According to the education attorneys at Kirsch-Goodwin & Kirsch, accommodations are provisions that your child needs in order to access and demonstrate his or her learning.  It is important to understand that accommodations do not substantially change the instructional level of the material, the content of the material or the performance criteria.  Rather, accommodations are given in order that a student has equal access to learning and equal opportunity to demonstrate what he or she learns.  Accommodations shall not change the content of the curriculum or a test.  Below are sample accommdations.



In the Classroom
· Seat the student at or near the front of the classroom.
· Establish clear, concise classroom rules.
· Increase distance between desks.
· Provide more working desktop space.
· Get student's attention before starting class instruction.
· Give instructions one at a time and check for understanding.
· Minimize visual distractions.
· Reduce auditory distractions, using earphones and ear plugs as options.
· Allow for some standing during seat work.
· Reward activity control by assigning active work or errand.
· Give break between assignments.
For Behaviors
· Make sure there are no additional disabilities.

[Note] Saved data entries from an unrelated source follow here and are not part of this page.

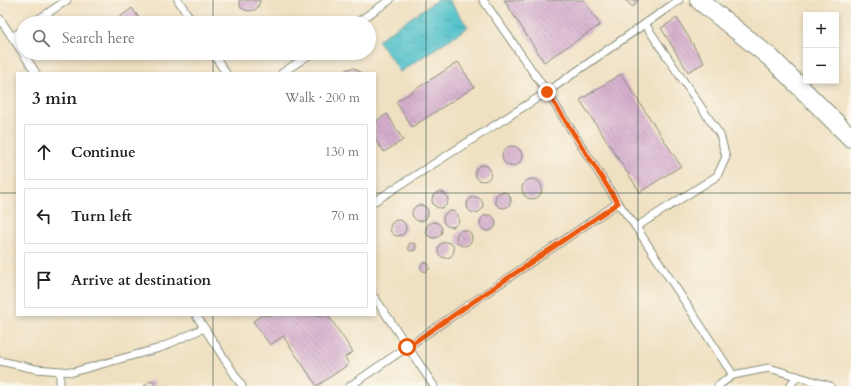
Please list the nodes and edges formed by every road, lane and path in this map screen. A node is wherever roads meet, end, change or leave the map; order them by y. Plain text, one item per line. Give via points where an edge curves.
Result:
1 (66, 0) edge
2 (178, 0) edge
3 (390, 0) edge
4 (483, 0) edge
5 (680, 0) edge
6 (699, 0) edge
7 (43, 16) edge
8 (188, 16) edge
9 (366, 16) edge
10 (0, 19) edge
11 (645, 24) junction
12 (16, 34) edge
13 (12, 37) junction
14 (16, 43) edge
15 (28, 60) edge
16 (218, 60) edge
17 (302, 60) edge
18 (35, 72) edge
19 (225, 72) edge
20 (284, 72) edge
21 (547, 92) junction
22 (851, 138) edge
23 (376, 200) edge
24 (618, 203) junction
25 (636, 227) junction
26 (376, 300) edge
27 (197, 316) edge
28 (204, 328) junction
29 (407, 347) junction
30 (0, 361) edge
31 (60, 371) junction
32 (733, 375) junction
33 (797, 376) junction
34 (60, 386) edge
35 (242, 386) edge
36 (350, 386) edge
37 (434, 386) edge
38 (718, 386) edge
39 (790, 386) edge
40 (830, 386) edge

1 - 7 lane
2 - 8 lane
3 - 9 lane
4 - 21 lane
5 - 11 lane
6 - 22 street via 772,58
10 - 13 lane
11 - 21 lane
11 - 25 lane via 720,135 726,157 717,176
12 - 13 lane
13 - 14 lane
15 - 18 lane
16 - 19 lane
17 - 20 lane
21 - 23 lane
21 - 24 lane
24 - 25 lane
24 - 29 lane
25 - 32 lane
26 - 29 lane
27 - 28 lane
28 - 31 lane via 160,348 73,372
28 - 35 lane
29 - 36 lane
29 - 37 lane
30 - 31 lane
31 - 34 lane
32 - 33 lane via 769,368
32 - 38 lane
33 - 39 lane
33 - 40 lane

· Increase supervision at transition times.
· Provide immediate feedback.
· Ignore minor disruptions.
· Don't get involved in disruptive actions or arguments.
· Allow for legitimate movement.
· Use 'time out" or loss of privileges, not detention.
· Set social behavior goals and rewards.
· Determine student's preferred activities.
· Establish a reward/consequence system.
· Recognize strengths in front of other students.
· Check and clean desk regularly.
For Academics
· Ensure the student is at grade level.
· Modify assignments (reduce them or give alternatives).
· Allow the use of marker/highlighter during reading.
· Use multi-sensory techniques such as overhead projectors, colored chalk or markers, video or audio tapes.
· Provide large spaced paper.
· Place piece of tape on desk at an angle for handwriting consistency.
· Allow for a mix of printing and cursive writing.
· Don't expect improvement by copying many times over; provide copies instead of requiring copying.
· Allow for student proctor as a note taker.
· Allow for use of tape recorder during lectures.
· Provide taped textbooks.
· Encourage the use of word processors or typewriters.
· Reduce or eliminate oral instructions.
· Provide additional time for test tasking when needed.
· Allow oral response to test questions.
· Reduce test items per page.
· Encourage use of notebook with dividers.